Bericht von Oberleutnant Walther vom Infanterieregiment 734 über die Erschießung von Juden und Zigeunern am 27. Oktober 1941

Nach Vereinbarung mit der Dienststelle der SS holte ich die ausgesuchten Juden bzw. Zigeuner vom Gefangenenlager ab. Der Platz an dem die Erschießung vollzogen wurde, ist sehr günstig. Er liegt unmittelbar an der Straße, an der sich eine Böschung befindet, die so hoch ist, dass ein Mann nur mit Mühe hinauf kann. Dahinter ist ein Fluss. Ein Entkommen der Gefangenen ist daher mit wenig Mannschaft zu verhindern. Nach der Ankunft – etwa zwei Kilometer vor dem ausgesuchten Platz – stiegen die Gefangenen aus und erreichten diesen im Fußmarsch. Die LKWs mit den Zivilfahrern wurden sofort zurückgeschickt, um ihnen möglichst keine Anhaltspunkte zu einem Verdacht zu geben. Dann ließ ich die Straße für sämtlichen Verkehr sperren.

Die Richtstätte wurde durch 12 Schützen gesichert:

  1. Gegen Fluchtversuche der Gefangenen.
  2. Zum Selbstschutz gegen etwaige Überfälle von serbischen Banditen.

Das Ausheben der Gruben nimmt den größten Teil der Zeit in Anspruch, während das Erschießen selbst sehr schnell geht. 100 Mann in 40 Minuten.
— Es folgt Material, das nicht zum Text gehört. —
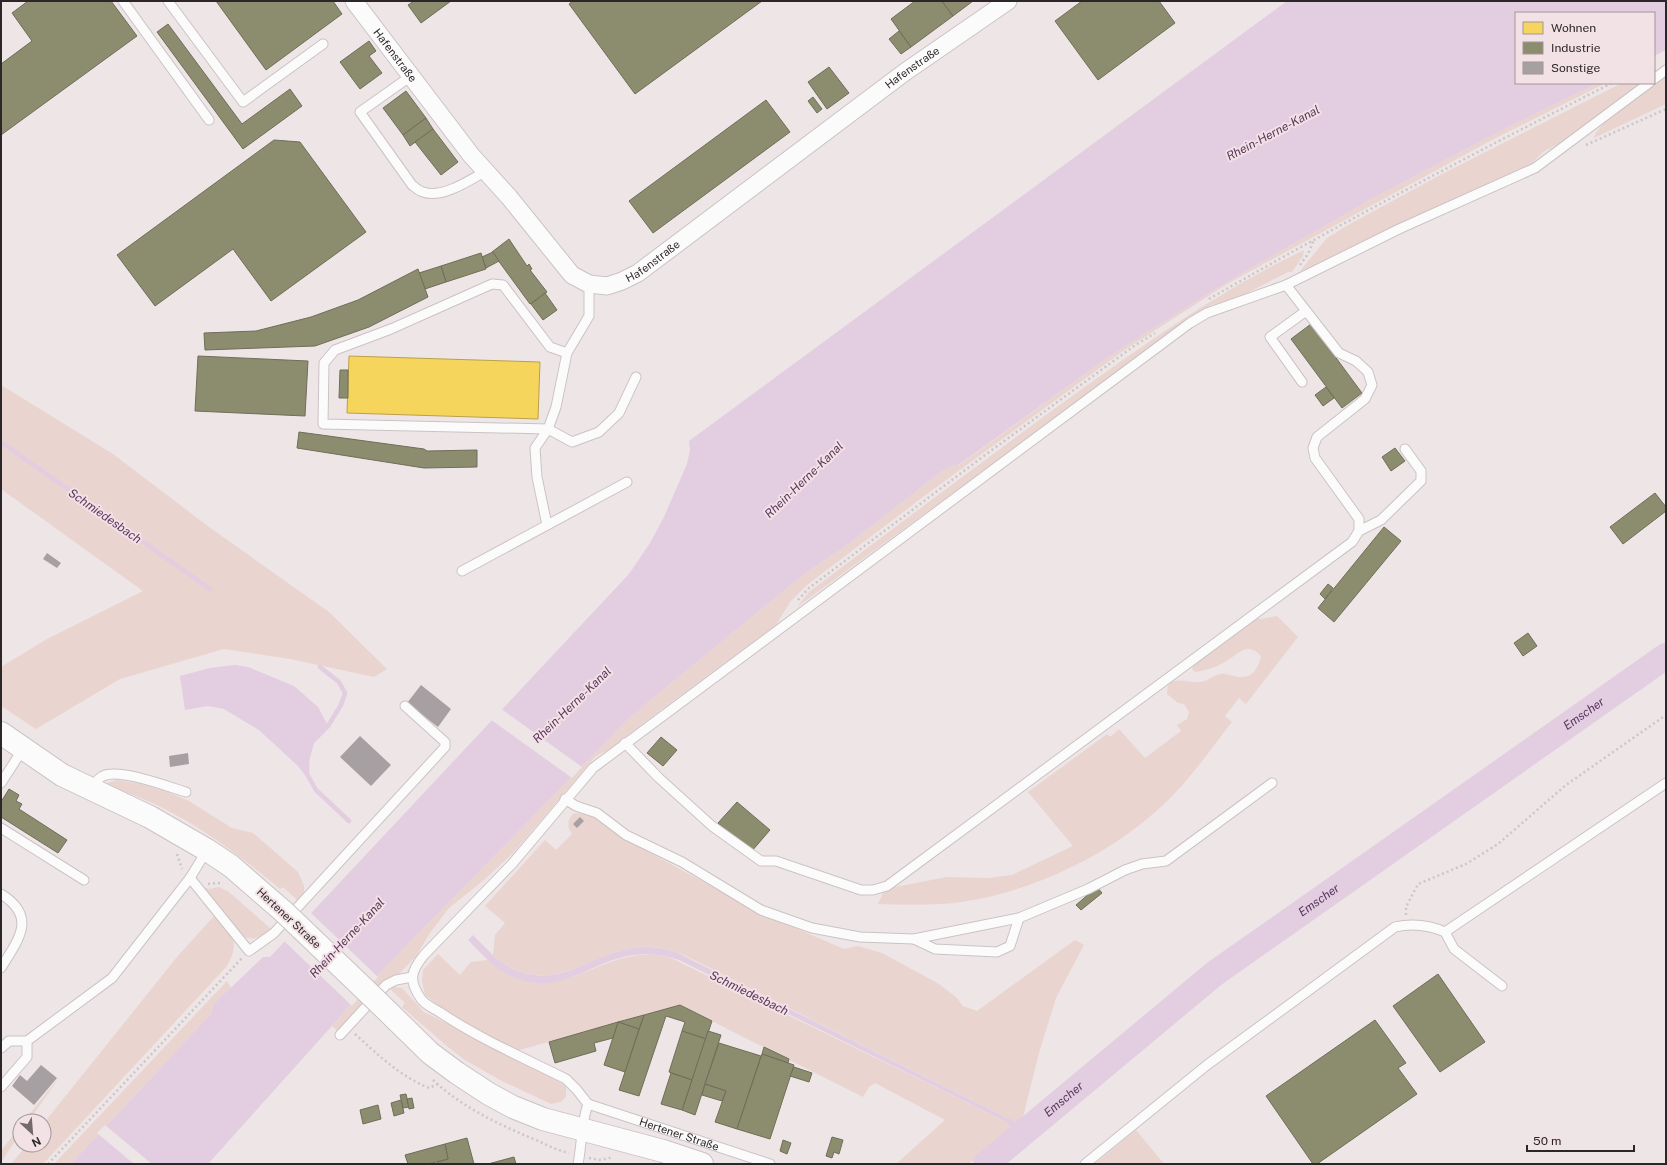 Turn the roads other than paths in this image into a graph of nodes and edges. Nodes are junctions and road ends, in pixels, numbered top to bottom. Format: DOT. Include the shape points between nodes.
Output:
graph roads {
  1 [pos="123,1"];
  2 [pos="168,1"];
  3 [pos="354,1"];
  4 [pos="1008,1"];
  5 [pos="323,44"];
  6 [pos="1666,70"];
  7 [pos="411,76"];
  8 [pos="1655,78"];
  9 [pos="1648,84"];
  10 [pos="209,120"];
  11 [pos="486,171"];
  12 [pos="589,284"];
  13 [pos="1286,285"];
  14 [pos="1306,311"];
  15 [pos="567,353"];
  16 [pos="636,377"];
  17 [pos="1302,382"];
  18 [pos="548,429"];
  19 [pos="1405,448"];
  20 [pos="627,482"];
  21 [pos="547,525"];
  22 [pos="1359,531"];
  23 [pos="462,571"];
  24 [pos="405,706"];
  25 [pos="1,734"];
  26 [pos="625,743"];
  27 [pos="23,749"];
  28 [pos="1,783"];
  29 [pos="1272,783"];
  30 [pos="1666,783"];
  31 [pos="90,789"];
  32 [pos="186,792"];
  33 [pos="565,799"];
  34 [pos="1,828"];
  35 [pos="207,850"];
  36 [pos="190,878"];
  37 [pos="84,880"];
  38 [pos="1,894"];
  39 [pos="1019,918"];
  40 [pos="1446,932"];
  41 [pos="914,939"];
  42 [pos="1,968"];
  43 [pos="412,977"];
  44 [pos="1502,986"];
  45 [pos="340,1035"];
  46 [pos="28,1041"];
  47 [pos="1,1048"];
  48 [pos="1,1087"];
  49 [pos="588,1104"];
  50 [pos="582,1130"];
  51 [pos="579,1160"];
  52 [pos="702,1164"];
  53 [pos="770,1164"];
  54 [pos="1085,1164"];
  1 -- 10 [label="lane"];
  2 -- 5 [label="lane" via="243,102"];
  3 -- 7 [label="street, Hafenstraße"];
  4 -- 12 [label="street, Hafenstraße" via="905,72 638,273 607,286"];
  6 -- 8 [label="lane"];
  7 -- 11 [label="street, Hafenstraße"];
  7 -- 11 [label="lane" via="360,112 412,186 436,194"];
  9 -- 13 [label="lane" via="1535,168 1400,229"];
  11 -- 12 [label="street, Hafenstraße" via="572,275"];
  12 -- 15 [label="lane" via="589,316"];
  13 -- 14 [label="lane"];
  13 -- 26 [label="lane" via="1207,314 1190,323"];
  14 -- 17 [label="lane" via="1270,337"];
  14 -- 22 [label="lane" via="1339,353 1356,361 1368,372 1372,385 1365,399 1317,437 1313,448 1315,458 1359,519"];
  15 -- 18 [label="lane" via="556,407"];
  15 -- 18 [label="lane" via="550,347 503,285 492,284 391,329 335,350 324,363 323,424"];
  16 -- 18 [label="lane" via="619,413 599,432 572,442"];
  18 -- 21 [label="lane" via="535,448 537,477"];
  19 -- 22 [label="lane" via="1421,472 1420,481 1381,520"];
  20 -- 21 [label="lane"];
  21 -- 23 [label="lane"];
  22 -- 26 [label="lane" via="1352,542 1339,552 887,886 861,890 776,861 761,861 712,826"];
  24 -- 36 [label="lane" via="445,742 445,747 274,933 250,951"];
  25 -- 27 [label="main road, Hertener Straße"];
  26 -- 33 [label="lane" via="593,768"];
  27 -- 28 [label="lane"];
  27 -- 31 [label="main road, Hertener Straße" via="62,775"];
  29 -- 39 [label="lane" via="1166,861 1142,864 1125,870 1088,889"];
  30 -- 40 [label="lane"];
  31 -- 32 [label="lane" via="104,775 118,773"];
  31 -- 35 [label="main road, Hertener Straße" via="150,817"];
  33 -- 41 [label="lane" via="576,806 597,813 626,835 682,862 761,910 812,928 860,937"];
  33 -- 43 [label="lane" via="512,864 424,955 413,969"];
  34 -- 37 [label="lane"];
  35 -- 36 [label="lane"];
  35 -- 50 [label="main road, Hertener Straße, bridge" via="231,866 284,912 430,1054 457,1074 513,1107"];
  36 -- 46 [label="lane" via="112,978"];
  38 -- 42 [label="lane" via="12,900 23,925 20,937"];
  39 -- 41 [label="lane"];
  39 -- 41 [label="lane" via="1010,946 997,952 935,949"];
  40 -- 44 [label="lane" via="1454,949"];
  40 -- 54 [label="lane" via="1431,926 1395,927 1207,1064"];
  43 -- 45 [label="lane" via="386,985"];
  43 -- 49 [label="lane" via="422,1000 463,1027 566,1079"];
  46 -- 47 [label="lane" via="9,1041"];
  46 -- 48 [label="lane" via="27,1057"];
  49 -- 50 [label="lane"];
  49 -- 53 [label="lane, Hertener Straße"];
  50 -- 51 [label="lane"];
  50 -- 52 [label="main road, Hertener Straße"];
}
Das Erschießen der Juden ist einfacher als das der Zigeuner. Man muss zugeben, dass die Juden sehr gefasst in den Tod gehen, während die Zigeuner heulen, schreien und sich dauernd bewegen, wenn sie schon auf dem Erschießungsplatz stehen. Einige sprangen sogar vor der Salve in die Grube und versuchten sich tot zu stellen.
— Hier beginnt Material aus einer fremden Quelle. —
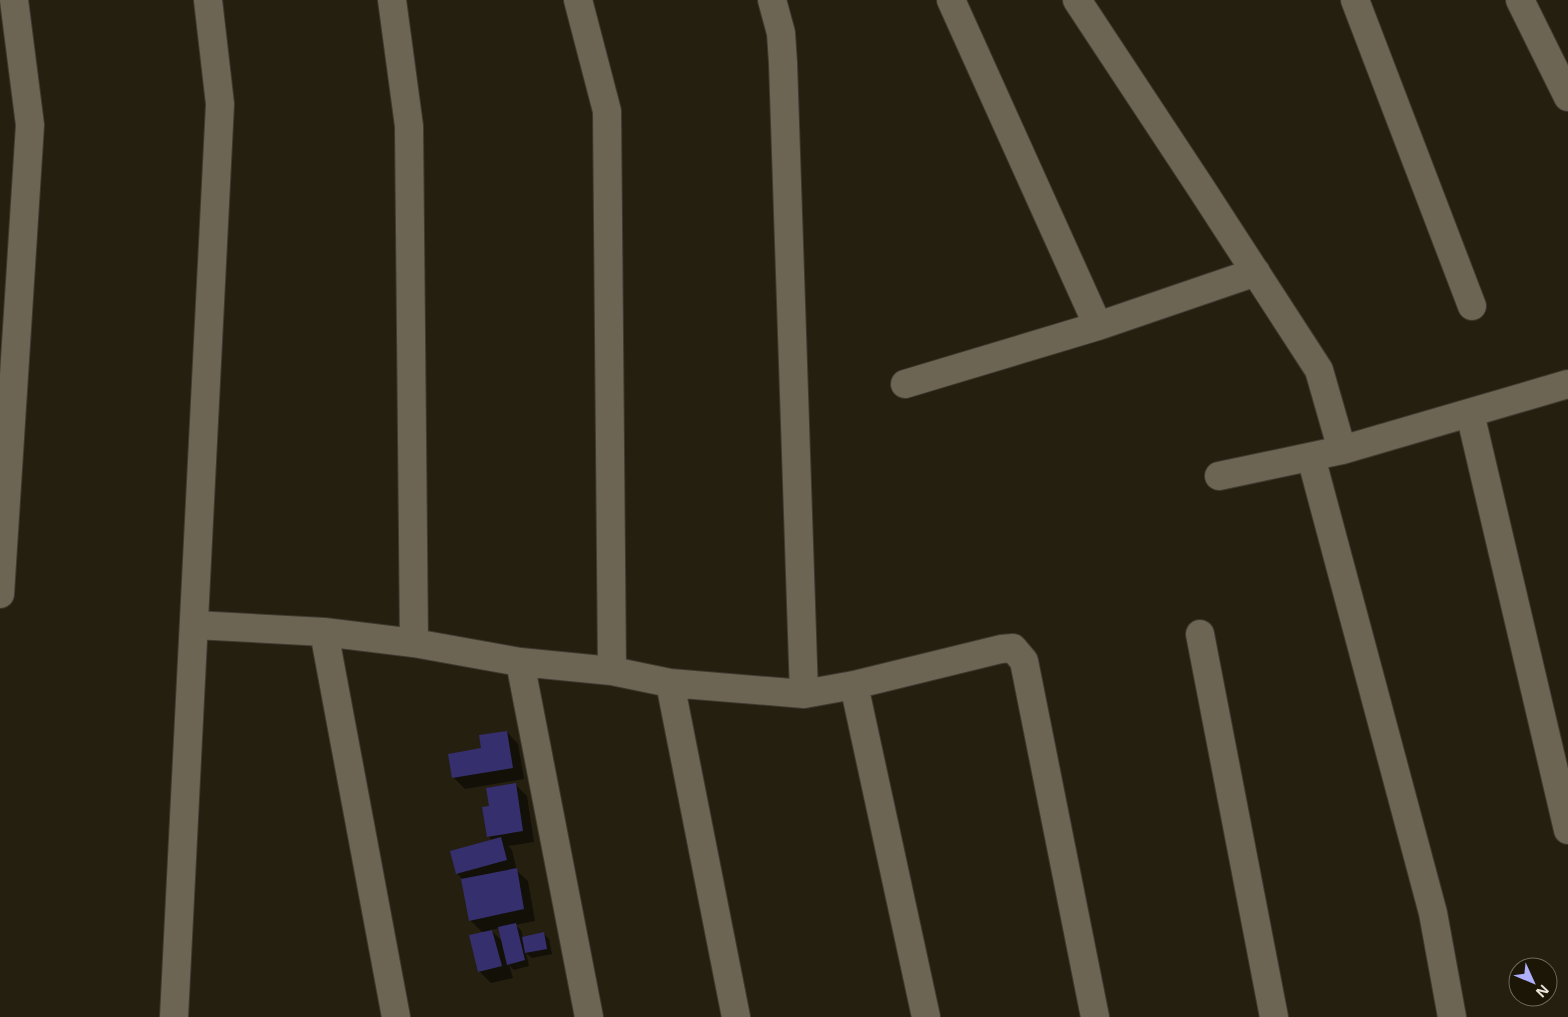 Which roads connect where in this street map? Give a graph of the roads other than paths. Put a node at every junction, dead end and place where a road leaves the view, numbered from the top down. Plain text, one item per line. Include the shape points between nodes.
1 (14, 0) edge
2 (208, 0) edge
3 (392, 0) edge
4 (578, 0) edge
5 (772, 0) edge
6 (951, 0) edge
7 (1076, 0) edge
8 (1355, 0) edge
9 (1520, 0) edge
10 (1568, 97) edge
11 (1256, 272) junction
12 (1472, 306) dead end
13 (1098, 326) junction
14 (905, 384) dead end
15 (1568, 384) edge
16 (1470, 413) junction
17 (1342, 450) junction
18 (1311, 457) junction
19 (1219, 476) dead end
20 (0, 594) edge
21 (195, 625) junction
22 (324, 632) junction
23 (1200, 634) dead end
24 (414, 642) junction
25 (520, 662) junction
26 (612, 671) junction
27 (670, 683) junction
28 (854, 685) junction
29 (804, 694) junction
30 (1568, 830) edge
31 (174, 1017) edge
32 (396, 1017) edge
33 (589, 1017) edge
34 (736, 1017) edge
35 (926, 1017) edge
36 (1095, 1017) edge
37 (1274, 1017) edge
38 (1452, 1017) edge

1 - 20 street via 30,125
2 - 21 street via 220,104
3 - 24 street via 409,126
4 - 26 street via 607,111
5 - 29 street via 781,33 783,63
6 - 13 street
7 - 11 street
8 - 12 street
9 - 10 street
11 - 13 street
11 - 17 street via 1319,370
13 - 14 street
15 - 16 street
16 - 17 street
16 - 30 street
17 - 18 street
18 - 19 street
18 - 38 street via 1433,914
21 - 22 street
21 - 31 street
22 - 24 street
22 - 32 street
23 - 37 street
24 - 25 street
25 - 26 street
25 - 33 street
26 - 27 street
27 - 29 street
27 - 34 street
28 - 29 street
28 - 35 street
28 - 36 street via 1001,649 1013,648 1024,661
Anfangs waren meine Soldaten nicht beeindruckt. Am zweiten Tag jedoch machte sich schon bemerkbar, dass der eine oder andere nicht die Nerven besitzt, auf längere Zeit Erschießungen durchzuführen. Mein persönlicher Eindruck ist, dass man während der Erschießung keine seelischen Hemmungen bekommt. Diese stellen sich jedoch ein, wenn man nach Tagen abends in Ruhe darüber nachdenkt.

Sprecher A

Bald darauf wurde Hedwig Linker, mit ihrer nunmehr fünfjährigen Tochter Eva, sowie auch alle anderen Frauen und Kinder dieses Transportes, deren Männer, Brüder und Väter zuvor erschossen worden waren, in das damals neu gegründete Konzentrationslager Sajmiste, einem Vorort von Belgrad, überstellt. Der Kommandant dieses Konzentrationslagers war der Österreicher Herbert Andorfer. Im März 1942, sind auf Wunsch von Herbert Andorfer, zwei Spezialfahrzeuge aus Berlin eingetroffen, in welchen die Frauen und Kinder vergast wurden. Vom März bis Mai 1942 mussten jeden Tag 50 bis 60 Menschen in diese LKWs einsteigen. Auf der Fahrt durch Belgrad zum Zielort Avale wurde Gas eingeleitet. In Avale hatte ein Häftlingskommando bereits die Gruben für die Ermordeten ausgehoben. Zum Ende der Aktion im Mai 1942 waren die rund 7500 Jüdinnen und Juden aus dem Konzentrationslager Sajmiste vergast. Darunter befand sich auch die damals 25-jährige Hedwig Linker aus Spittal an der Drau mit ihrer fünfjährigen Tochter Eva.

Quelle: August Walzl, Die Juden in Kärnten und das Dritte Reich, Universitätsverlag Carinthia, S. 225. Zentrale Datenbank der Holocaustopfer in Yad Vashem. Aussage von Erika Weissmann, Schwester von Hedwig Linker, Israel, Yad Shalom 9, Ramat Gan. Walter Manoschek, Die Wehrmacht im Rassenkrieg, Picus Verlag, ISBN 3-85452-295-9, S. 147 – 167.

Gedenkbuch der Sinti und Roma im Konzentrationslager Auschwitz Birkenau, ISBN 3-598-11162-2, S. 1567. Archiv Verein Erinnern, Briefe von Hedwig und Leon Linker aus Sabac und Kladovo an eine Freundin. Hans Haider, Nationalsozialismus in Villach, Edition kärnöl.

Lesung vorgetragen von der Evangelischen Jugend am 7. November 2008.